Sur le plan pédagogique, enfin, ce séminaire a mis en œuvre deux pratiques, qu’on reconduira. Tout d’abord, les étudiants sont invités à abandonner toute attitude de surplomb touchant l’élaboration philosophique et épistémologique, puisque les polémiques qu’on tente de comprendre et de formaliser sont ceux dans lesquels nous sommes tous pris actuellement. Commenter un philosophe vivant, comme Brandom, qui a d’ailleurs publié cette année son deuxième livre majeur, A Spirit of Trust, c’est ne plus pouvoir s’abriter derrière des interprétations légitimes et stabilisées, comme ils en ont eu l’habitude lors de leurs études antérieures. C’est dialoguer de plain-pied avec lui. Outre les habituelles fiches de lecture, il a donc été proposé aux volontaires de traduire un ouvrage de Brandom, Reason in Philosophy, pour contribuer à disséminer ses questions. Le fruit de leur labeur sera publié avec l’aide financière de l’EHESS dès 2020. Autant que faire se peut, cet effort de traduction, c’est-à-dire à la fois de compréhension d’un penseur et de mise à disposition de ses arguments auprès de la collectivité, sera repris en 2019-2020. Second procédé encouragé : rapprocher le plus possible, quand le sujet s’y prêtait, le travail des étudiants en Master d’un terrain d’enquête concret, et de l’observation de la manière dont des acteurs engagés dans des activités déterminées font la théorie de ce qu’ils font.
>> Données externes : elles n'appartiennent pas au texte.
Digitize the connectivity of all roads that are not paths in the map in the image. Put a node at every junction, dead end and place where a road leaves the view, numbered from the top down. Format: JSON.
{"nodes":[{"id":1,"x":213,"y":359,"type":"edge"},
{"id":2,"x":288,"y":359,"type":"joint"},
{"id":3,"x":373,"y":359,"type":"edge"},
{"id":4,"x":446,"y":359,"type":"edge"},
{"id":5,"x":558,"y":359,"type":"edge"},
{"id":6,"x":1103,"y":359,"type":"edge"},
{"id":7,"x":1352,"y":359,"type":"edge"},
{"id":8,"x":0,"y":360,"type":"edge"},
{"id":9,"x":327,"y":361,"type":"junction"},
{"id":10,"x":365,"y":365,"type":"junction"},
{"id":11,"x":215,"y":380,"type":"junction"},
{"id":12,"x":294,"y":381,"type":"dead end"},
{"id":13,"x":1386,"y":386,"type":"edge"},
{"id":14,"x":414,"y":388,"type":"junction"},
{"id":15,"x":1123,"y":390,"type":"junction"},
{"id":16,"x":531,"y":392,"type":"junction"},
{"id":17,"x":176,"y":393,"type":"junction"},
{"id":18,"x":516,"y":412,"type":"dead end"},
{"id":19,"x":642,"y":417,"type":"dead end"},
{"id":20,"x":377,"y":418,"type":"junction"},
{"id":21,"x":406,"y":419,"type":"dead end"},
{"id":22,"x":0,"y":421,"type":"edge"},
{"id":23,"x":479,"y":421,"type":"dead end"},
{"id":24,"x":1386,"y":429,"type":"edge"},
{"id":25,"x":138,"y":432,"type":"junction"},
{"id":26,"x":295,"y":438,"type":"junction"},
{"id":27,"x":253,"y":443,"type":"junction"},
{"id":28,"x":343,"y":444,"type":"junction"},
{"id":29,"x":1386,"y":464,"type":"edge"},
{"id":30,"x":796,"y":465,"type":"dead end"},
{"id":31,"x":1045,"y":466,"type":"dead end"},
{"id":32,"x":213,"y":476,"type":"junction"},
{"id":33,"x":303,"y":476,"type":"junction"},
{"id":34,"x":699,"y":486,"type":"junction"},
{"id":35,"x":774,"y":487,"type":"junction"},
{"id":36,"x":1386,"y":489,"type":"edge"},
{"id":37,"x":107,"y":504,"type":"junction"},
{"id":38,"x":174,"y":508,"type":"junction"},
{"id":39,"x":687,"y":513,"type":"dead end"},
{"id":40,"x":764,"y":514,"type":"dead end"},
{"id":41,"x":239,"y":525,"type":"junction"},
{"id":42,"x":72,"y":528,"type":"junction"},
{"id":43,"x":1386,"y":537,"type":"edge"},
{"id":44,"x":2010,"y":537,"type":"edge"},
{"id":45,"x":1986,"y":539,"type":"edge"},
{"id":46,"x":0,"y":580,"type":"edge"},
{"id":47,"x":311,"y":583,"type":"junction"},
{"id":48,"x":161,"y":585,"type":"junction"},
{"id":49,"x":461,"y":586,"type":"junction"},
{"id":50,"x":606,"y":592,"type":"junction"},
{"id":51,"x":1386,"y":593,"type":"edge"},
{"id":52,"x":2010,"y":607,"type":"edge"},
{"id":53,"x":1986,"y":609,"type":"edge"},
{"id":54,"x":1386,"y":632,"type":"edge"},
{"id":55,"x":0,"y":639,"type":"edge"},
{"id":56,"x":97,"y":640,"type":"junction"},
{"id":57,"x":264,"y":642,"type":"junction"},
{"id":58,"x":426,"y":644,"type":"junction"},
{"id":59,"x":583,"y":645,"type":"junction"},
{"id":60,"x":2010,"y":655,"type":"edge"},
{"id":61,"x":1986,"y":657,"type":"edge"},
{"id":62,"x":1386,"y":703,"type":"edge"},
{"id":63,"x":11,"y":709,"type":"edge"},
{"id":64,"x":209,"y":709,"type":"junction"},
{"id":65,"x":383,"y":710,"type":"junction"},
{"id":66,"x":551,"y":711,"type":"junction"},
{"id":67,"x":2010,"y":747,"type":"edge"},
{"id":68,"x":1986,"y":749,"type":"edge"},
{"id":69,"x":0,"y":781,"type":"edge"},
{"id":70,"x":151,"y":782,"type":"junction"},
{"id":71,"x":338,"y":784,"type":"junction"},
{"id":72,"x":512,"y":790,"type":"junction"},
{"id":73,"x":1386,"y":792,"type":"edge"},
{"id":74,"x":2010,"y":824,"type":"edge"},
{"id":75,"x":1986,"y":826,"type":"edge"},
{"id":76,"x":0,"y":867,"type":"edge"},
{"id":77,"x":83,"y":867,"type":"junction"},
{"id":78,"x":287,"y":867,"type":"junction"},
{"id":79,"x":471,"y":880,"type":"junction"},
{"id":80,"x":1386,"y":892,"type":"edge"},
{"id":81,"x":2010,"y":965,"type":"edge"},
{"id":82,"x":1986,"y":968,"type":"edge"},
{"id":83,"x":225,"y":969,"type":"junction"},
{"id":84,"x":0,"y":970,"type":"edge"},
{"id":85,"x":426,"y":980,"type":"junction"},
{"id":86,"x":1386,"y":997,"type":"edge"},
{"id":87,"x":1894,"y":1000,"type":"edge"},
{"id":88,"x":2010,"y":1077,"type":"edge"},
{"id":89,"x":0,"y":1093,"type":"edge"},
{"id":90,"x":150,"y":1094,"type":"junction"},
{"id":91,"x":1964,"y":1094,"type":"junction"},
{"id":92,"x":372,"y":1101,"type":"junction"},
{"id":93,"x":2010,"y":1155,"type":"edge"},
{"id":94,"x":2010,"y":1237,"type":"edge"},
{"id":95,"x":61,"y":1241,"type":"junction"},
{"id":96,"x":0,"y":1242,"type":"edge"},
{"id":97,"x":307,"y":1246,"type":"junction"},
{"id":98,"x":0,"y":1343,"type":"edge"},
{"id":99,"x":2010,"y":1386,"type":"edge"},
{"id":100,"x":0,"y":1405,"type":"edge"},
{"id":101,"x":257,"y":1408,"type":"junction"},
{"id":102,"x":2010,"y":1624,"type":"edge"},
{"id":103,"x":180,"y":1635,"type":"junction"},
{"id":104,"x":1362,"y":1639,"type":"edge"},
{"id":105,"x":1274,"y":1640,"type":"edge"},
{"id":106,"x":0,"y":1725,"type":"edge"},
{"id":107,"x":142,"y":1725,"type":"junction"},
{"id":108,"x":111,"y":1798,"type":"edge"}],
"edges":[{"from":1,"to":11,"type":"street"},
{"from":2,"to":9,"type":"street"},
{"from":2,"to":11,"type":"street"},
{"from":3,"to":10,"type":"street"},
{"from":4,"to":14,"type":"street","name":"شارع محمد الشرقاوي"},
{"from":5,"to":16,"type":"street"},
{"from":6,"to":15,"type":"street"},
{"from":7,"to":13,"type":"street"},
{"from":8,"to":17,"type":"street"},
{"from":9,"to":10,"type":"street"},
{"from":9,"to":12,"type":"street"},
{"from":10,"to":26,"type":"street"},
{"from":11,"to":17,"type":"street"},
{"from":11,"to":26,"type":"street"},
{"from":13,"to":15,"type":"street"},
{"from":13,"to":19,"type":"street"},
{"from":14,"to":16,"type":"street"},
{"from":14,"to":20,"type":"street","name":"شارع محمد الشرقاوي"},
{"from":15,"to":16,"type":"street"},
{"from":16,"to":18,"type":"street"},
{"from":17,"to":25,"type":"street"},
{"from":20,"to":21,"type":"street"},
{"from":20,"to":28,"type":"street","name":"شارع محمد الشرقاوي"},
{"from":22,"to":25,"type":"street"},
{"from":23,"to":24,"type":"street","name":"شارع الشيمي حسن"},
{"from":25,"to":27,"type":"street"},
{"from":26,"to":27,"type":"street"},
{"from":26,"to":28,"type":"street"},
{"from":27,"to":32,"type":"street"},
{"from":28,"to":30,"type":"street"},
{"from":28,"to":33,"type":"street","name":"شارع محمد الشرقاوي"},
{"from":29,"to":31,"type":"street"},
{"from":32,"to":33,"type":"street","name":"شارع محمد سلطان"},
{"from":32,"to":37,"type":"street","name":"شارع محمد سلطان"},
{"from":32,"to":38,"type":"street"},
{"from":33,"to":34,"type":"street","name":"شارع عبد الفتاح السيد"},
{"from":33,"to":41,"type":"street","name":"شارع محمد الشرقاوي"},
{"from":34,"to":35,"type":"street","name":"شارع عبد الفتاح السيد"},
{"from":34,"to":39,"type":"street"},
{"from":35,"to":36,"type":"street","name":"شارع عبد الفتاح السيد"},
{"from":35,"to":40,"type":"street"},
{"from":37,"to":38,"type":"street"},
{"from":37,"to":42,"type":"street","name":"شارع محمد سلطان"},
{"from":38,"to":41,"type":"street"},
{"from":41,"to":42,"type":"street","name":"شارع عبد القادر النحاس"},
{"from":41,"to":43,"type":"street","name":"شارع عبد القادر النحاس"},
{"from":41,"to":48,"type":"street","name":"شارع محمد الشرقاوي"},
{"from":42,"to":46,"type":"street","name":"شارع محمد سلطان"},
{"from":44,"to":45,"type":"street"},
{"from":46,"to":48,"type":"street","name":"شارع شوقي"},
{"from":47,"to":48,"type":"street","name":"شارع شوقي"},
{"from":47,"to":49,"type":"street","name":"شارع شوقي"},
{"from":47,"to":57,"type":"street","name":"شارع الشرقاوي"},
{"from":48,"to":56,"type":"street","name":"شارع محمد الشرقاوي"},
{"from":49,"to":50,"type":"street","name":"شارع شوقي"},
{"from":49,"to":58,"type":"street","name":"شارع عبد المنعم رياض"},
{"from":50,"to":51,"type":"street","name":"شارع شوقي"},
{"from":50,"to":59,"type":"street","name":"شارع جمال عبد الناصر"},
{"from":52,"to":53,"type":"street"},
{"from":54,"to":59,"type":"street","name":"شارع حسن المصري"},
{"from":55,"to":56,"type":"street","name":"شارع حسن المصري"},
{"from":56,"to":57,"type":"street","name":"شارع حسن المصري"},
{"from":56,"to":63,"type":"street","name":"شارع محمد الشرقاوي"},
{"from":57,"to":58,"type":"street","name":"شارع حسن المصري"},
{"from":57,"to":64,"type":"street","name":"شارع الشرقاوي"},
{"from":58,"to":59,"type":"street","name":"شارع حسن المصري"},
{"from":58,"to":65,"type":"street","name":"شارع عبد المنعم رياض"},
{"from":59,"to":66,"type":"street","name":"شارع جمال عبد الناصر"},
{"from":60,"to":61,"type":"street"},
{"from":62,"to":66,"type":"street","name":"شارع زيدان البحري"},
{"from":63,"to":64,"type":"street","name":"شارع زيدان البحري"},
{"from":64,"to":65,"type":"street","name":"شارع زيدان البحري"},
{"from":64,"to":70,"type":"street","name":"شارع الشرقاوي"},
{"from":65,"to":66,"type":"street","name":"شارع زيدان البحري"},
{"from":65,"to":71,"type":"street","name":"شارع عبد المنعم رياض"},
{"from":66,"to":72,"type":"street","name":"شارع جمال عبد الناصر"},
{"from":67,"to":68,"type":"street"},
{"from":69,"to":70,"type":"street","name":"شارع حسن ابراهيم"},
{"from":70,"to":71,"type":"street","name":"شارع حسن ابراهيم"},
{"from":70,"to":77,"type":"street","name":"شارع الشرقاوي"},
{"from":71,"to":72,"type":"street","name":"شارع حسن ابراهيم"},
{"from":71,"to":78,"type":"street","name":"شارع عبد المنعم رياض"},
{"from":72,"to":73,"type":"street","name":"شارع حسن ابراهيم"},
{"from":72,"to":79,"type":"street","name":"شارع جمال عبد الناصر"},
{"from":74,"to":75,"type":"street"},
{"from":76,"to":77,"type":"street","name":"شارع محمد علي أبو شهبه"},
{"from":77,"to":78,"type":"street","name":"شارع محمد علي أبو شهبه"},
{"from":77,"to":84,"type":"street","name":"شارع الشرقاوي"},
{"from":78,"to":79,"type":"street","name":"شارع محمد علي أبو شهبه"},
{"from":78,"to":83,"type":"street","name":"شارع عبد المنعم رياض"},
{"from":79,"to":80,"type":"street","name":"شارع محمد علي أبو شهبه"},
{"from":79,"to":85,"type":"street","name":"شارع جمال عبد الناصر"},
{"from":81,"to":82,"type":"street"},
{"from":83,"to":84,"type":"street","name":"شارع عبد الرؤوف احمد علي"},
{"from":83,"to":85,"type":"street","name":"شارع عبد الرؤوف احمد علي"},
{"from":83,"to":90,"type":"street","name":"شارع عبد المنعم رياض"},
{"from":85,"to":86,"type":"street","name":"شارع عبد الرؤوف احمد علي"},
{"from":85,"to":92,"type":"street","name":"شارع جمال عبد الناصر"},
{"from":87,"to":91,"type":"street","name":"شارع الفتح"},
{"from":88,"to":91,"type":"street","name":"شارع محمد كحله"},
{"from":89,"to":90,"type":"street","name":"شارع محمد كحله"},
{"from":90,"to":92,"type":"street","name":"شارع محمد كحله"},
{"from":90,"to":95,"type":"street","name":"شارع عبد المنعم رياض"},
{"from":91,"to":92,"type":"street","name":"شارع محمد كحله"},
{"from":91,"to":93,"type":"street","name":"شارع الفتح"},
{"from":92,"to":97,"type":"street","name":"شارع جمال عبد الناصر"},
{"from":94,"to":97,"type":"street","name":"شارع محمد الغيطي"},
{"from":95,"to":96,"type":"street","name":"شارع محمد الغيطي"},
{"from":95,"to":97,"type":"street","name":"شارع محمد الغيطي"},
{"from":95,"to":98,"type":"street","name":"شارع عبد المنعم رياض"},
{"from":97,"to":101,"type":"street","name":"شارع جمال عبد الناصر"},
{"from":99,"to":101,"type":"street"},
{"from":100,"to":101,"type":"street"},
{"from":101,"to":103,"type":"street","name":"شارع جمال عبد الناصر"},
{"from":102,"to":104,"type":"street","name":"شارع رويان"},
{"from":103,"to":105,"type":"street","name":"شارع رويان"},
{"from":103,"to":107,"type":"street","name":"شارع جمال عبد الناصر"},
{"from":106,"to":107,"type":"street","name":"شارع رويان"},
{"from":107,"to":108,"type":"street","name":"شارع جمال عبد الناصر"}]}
L’analyse conceptuelle, argumentative, réflexive et critique qui reste au cœur de la philosophie est réputée s’enrichir de l’examen « socratique » desdites activités dans leur contexte social. Un co-jury avec un sociologue est et sera toujours possible.
Le séminaire est accessible sur le blog https://philosophiesciencessociales.blogspot.com/ Les cours ont été enregistrés, ainsi que les exposés de la journée d’étude du 21 juin 2019, « Expression et expressivisme. De la philosophie de l’esprit et du langage vers les sciences sociales? » organisée par le Lier-FYT.